> [Problem]: Filter the entries for the word "Nile". Copy each line that has it.
- - - -
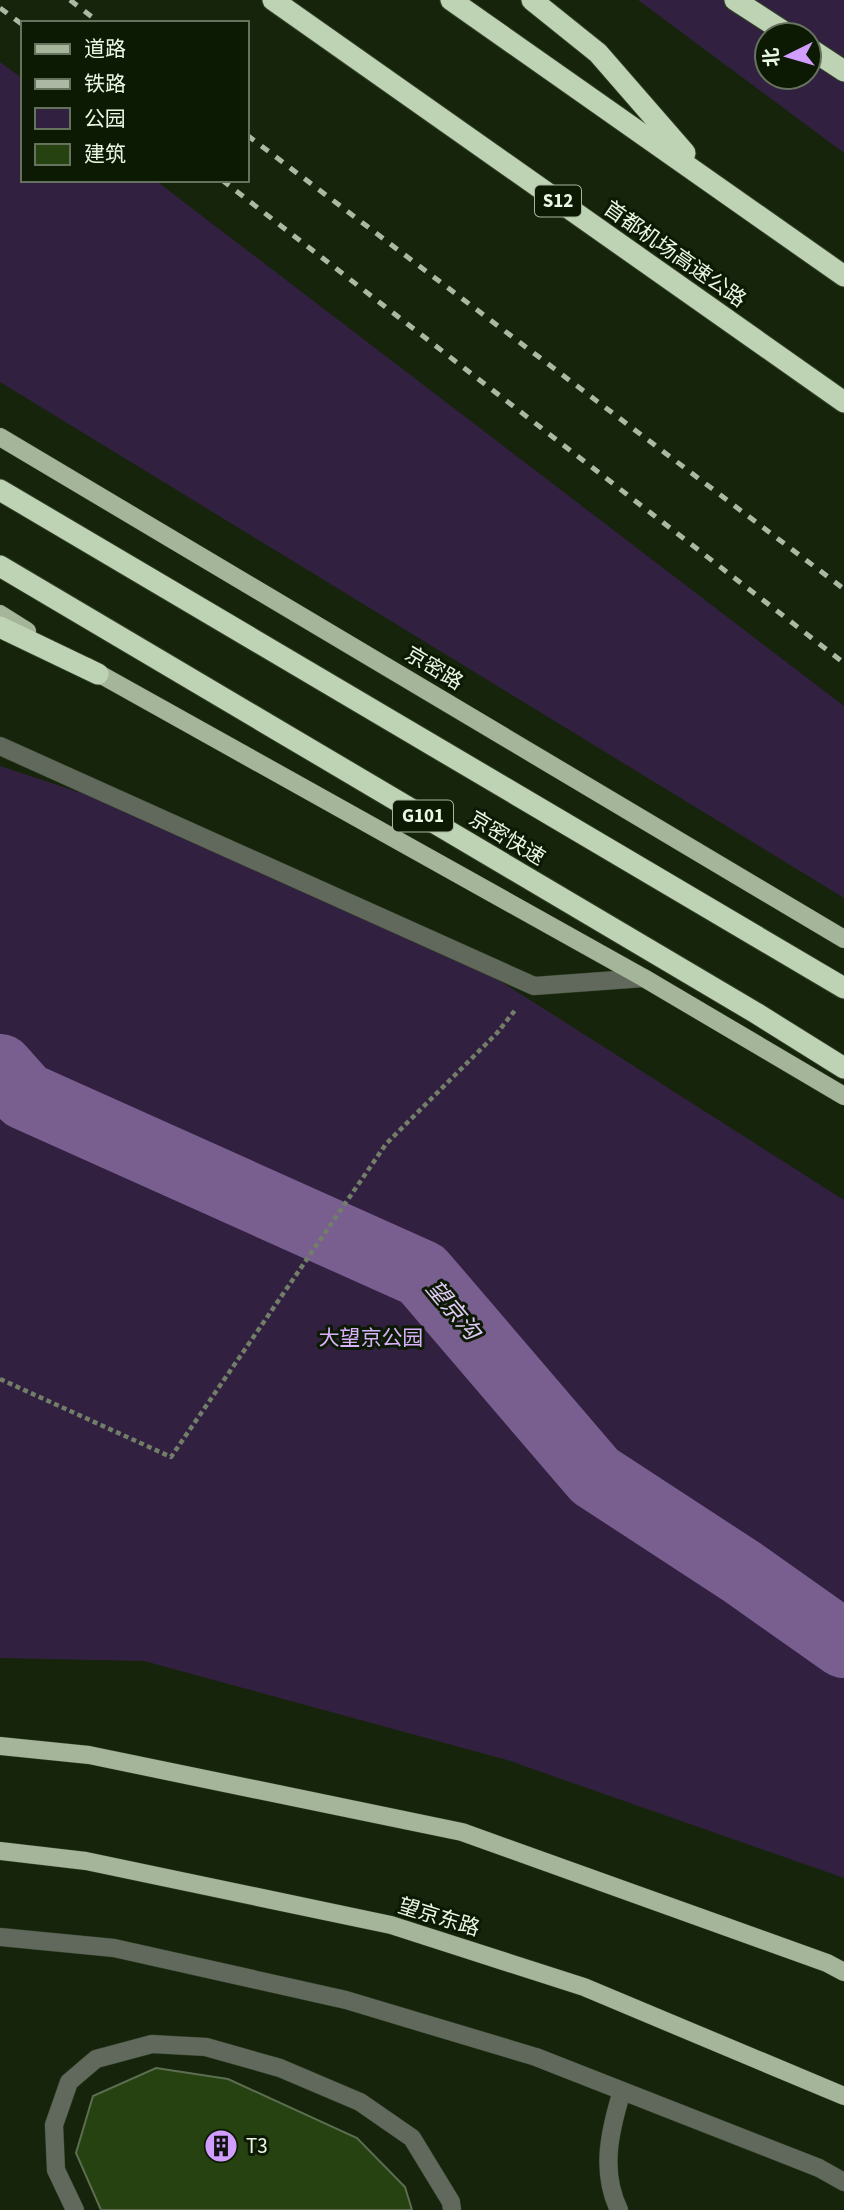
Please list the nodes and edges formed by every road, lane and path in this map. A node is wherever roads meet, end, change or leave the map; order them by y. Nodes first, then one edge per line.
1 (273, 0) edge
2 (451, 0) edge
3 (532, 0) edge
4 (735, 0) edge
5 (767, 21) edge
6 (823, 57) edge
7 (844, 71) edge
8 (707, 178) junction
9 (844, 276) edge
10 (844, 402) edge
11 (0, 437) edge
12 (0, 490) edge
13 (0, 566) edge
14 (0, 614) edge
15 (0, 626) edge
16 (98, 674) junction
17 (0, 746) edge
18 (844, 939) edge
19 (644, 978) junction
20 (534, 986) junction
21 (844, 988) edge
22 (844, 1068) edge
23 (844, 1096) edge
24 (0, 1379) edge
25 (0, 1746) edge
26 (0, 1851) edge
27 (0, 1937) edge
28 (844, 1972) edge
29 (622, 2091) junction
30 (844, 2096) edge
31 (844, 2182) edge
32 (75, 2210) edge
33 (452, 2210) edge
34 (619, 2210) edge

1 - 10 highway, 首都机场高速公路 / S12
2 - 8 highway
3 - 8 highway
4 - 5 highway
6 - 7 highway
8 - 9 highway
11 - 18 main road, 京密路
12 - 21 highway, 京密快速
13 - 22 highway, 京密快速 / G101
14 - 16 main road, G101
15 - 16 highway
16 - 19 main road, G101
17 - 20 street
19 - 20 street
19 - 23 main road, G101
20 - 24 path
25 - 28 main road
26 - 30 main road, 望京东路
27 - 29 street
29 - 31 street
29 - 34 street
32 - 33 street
- - - -
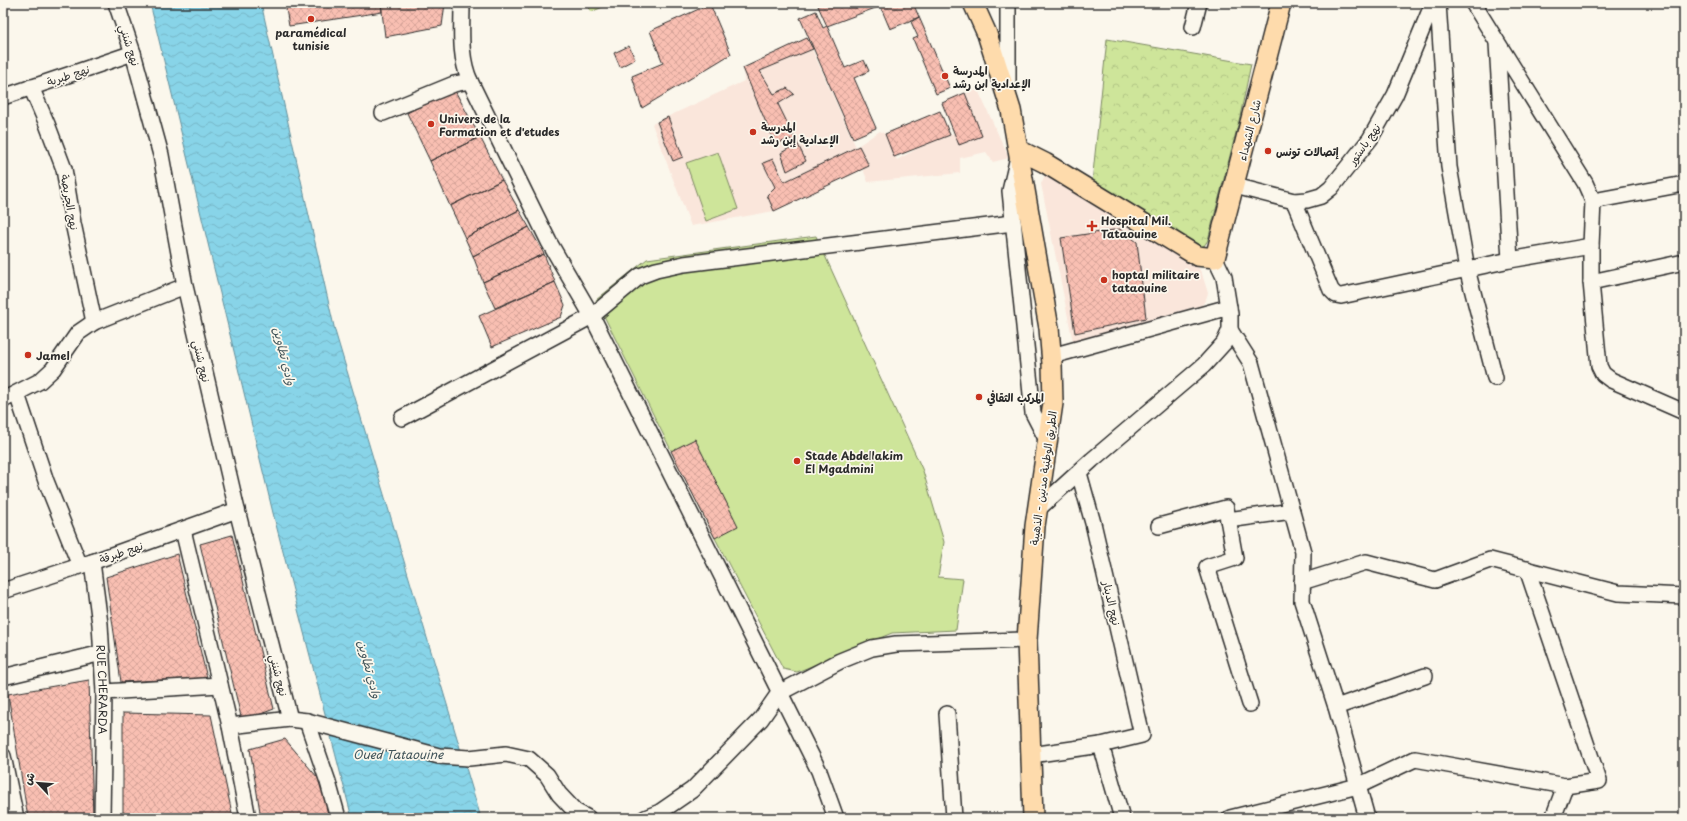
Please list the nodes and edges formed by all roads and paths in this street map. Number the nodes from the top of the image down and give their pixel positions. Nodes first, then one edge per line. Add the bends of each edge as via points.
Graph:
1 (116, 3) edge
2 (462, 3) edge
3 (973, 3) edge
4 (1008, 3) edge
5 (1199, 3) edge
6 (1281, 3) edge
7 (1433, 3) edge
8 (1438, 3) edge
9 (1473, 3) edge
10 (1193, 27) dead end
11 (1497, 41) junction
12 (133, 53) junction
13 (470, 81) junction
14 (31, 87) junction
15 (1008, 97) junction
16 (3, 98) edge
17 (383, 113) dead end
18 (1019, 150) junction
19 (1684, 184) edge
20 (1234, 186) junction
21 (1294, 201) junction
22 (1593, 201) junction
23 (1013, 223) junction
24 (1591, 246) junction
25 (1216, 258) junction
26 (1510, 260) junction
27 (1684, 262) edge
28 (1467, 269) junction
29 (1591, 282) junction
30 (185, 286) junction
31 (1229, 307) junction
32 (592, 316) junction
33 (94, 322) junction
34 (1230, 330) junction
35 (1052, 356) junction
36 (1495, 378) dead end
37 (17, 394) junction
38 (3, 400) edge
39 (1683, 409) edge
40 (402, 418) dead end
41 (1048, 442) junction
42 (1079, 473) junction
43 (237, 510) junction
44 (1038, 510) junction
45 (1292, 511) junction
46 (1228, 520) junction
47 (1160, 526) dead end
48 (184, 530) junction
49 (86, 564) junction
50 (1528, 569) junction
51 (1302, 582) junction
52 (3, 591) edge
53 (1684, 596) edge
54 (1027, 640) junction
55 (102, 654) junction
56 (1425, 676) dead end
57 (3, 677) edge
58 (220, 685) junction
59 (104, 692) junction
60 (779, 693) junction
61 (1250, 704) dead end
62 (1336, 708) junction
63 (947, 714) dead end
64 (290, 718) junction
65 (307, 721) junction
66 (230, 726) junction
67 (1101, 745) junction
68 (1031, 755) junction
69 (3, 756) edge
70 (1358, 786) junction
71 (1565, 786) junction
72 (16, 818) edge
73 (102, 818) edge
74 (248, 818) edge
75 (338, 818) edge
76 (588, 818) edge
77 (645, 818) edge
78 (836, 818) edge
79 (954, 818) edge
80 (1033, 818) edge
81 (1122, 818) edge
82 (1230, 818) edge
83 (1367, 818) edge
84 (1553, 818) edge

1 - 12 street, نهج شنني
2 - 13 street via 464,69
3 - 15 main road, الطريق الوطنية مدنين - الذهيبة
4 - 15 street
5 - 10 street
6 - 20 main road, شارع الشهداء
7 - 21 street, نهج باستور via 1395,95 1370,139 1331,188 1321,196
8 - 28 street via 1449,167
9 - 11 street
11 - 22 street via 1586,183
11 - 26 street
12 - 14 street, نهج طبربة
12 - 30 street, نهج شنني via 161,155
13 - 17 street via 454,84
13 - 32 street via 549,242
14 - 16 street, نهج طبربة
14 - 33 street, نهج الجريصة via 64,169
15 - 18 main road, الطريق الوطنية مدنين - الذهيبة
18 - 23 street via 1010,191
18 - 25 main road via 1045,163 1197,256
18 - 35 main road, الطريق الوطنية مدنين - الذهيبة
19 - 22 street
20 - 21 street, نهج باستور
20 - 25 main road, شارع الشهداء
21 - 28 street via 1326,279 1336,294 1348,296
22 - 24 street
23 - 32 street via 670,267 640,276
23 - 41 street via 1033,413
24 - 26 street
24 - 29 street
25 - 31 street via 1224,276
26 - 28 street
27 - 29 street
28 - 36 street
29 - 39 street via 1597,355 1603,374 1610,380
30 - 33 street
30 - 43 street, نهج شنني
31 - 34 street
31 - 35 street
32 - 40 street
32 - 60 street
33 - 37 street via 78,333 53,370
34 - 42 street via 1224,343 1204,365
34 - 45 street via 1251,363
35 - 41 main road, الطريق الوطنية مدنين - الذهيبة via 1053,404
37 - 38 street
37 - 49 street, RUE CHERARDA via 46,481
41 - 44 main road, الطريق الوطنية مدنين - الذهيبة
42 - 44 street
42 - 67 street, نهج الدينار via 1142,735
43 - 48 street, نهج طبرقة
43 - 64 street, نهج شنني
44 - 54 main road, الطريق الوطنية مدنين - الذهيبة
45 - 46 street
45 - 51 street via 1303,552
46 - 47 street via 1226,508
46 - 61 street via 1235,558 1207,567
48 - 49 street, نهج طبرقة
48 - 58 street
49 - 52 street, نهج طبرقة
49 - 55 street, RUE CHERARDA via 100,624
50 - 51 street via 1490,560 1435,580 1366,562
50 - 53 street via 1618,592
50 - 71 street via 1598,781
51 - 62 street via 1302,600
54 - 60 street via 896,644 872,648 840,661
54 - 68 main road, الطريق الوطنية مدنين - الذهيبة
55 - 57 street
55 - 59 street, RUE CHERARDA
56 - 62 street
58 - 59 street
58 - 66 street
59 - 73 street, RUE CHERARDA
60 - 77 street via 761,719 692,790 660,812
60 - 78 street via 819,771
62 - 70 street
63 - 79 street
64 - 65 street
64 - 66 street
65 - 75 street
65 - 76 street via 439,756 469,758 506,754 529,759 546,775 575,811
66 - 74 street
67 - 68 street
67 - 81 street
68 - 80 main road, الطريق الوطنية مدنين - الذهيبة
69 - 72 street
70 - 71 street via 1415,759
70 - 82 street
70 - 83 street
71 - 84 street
- - - -
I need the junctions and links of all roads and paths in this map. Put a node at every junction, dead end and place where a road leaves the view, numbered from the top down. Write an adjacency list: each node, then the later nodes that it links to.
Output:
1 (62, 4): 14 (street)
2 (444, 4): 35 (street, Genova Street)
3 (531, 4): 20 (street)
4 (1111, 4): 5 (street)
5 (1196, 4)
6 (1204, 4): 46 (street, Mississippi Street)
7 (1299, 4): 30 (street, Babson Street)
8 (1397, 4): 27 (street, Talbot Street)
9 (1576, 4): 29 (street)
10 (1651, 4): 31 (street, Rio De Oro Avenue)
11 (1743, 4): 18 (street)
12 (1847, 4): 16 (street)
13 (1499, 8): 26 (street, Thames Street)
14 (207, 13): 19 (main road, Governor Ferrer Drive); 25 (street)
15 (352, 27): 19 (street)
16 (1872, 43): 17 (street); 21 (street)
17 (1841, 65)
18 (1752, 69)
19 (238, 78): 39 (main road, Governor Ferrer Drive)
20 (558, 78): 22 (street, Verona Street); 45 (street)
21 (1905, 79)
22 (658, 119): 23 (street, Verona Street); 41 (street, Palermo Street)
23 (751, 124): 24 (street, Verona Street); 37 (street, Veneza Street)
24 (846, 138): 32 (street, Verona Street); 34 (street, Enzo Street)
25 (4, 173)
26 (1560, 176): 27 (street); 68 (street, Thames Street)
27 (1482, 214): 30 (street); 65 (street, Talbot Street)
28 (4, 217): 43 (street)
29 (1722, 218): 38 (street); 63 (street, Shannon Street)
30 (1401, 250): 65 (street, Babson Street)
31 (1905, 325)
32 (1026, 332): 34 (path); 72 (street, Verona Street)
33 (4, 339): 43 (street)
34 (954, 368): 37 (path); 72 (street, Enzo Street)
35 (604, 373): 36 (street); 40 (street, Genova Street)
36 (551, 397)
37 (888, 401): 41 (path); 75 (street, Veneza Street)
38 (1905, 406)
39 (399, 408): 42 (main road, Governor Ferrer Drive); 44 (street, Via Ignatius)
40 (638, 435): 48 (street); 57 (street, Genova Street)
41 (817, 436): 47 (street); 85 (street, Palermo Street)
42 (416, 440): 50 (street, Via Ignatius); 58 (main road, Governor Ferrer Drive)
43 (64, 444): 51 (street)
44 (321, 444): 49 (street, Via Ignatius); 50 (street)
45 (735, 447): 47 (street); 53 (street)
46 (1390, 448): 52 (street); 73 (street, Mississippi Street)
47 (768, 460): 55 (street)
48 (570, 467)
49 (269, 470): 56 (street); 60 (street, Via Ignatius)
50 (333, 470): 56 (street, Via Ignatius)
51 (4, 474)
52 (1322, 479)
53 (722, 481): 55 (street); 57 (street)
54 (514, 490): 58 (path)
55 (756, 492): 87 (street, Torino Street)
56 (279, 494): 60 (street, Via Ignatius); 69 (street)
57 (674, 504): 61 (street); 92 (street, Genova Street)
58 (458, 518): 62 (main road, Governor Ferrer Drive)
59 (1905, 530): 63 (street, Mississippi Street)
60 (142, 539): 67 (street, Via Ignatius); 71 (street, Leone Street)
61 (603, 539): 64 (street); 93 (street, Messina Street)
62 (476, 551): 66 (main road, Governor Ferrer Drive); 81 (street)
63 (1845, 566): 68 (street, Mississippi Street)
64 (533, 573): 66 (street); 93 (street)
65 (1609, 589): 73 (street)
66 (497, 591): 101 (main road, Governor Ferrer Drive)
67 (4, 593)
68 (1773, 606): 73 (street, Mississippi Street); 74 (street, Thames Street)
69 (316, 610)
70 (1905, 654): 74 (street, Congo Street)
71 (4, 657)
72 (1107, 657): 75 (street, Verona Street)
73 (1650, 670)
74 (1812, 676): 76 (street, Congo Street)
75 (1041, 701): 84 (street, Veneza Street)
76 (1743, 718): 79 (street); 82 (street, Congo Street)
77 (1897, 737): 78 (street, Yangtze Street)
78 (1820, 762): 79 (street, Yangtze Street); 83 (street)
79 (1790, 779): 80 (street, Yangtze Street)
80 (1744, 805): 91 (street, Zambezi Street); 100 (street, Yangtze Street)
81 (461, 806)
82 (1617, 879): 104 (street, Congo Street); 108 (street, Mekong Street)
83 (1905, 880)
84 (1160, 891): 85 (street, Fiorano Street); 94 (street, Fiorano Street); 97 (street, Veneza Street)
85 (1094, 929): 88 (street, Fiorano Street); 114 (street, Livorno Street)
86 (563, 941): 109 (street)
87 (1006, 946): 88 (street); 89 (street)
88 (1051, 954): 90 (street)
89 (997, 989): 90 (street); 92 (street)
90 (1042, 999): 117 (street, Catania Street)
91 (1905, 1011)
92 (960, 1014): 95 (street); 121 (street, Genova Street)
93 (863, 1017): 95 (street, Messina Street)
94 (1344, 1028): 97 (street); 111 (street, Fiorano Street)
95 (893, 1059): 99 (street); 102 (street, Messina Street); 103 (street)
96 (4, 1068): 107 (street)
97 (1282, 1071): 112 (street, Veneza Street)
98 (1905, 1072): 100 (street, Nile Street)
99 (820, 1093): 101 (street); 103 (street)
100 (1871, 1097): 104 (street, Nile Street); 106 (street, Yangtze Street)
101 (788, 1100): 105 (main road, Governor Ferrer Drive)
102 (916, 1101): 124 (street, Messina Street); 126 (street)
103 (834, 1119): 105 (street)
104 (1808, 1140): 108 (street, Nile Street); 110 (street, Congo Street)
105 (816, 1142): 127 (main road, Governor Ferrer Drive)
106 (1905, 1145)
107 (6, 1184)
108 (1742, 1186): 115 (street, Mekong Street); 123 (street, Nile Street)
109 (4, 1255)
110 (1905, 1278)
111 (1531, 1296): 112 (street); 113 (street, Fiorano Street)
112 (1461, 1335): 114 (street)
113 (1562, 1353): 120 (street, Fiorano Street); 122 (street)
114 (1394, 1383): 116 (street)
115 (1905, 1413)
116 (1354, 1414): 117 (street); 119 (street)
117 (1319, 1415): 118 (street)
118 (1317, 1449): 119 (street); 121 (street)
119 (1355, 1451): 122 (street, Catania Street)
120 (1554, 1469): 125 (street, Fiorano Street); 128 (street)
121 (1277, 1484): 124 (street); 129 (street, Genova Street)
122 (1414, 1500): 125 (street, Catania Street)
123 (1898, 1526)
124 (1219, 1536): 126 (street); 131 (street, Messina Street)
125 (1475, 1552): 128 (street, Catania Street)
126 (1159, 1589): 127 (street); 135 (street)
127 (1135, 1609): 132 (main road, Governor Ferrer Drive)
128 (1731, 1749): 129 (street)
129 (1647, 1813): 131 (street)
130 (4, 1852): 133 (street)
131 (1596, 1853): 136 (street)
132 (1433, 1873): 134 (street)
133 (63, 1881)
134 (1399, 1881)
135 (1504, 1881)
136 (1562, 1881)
- - - -
> [Answer box]:
98 (1905, 1072): 100 (street, Nile Street)
100 (1871, 1097): 104 (street, Nile Street); 106 (street, Yangtze Street)
104 (1808, 1140): 108 (street, Nile Street); 110 (street, Congo Street)
108 (1742, 1186): 115 (street, Mekong Street); 123 (street, Nile Street)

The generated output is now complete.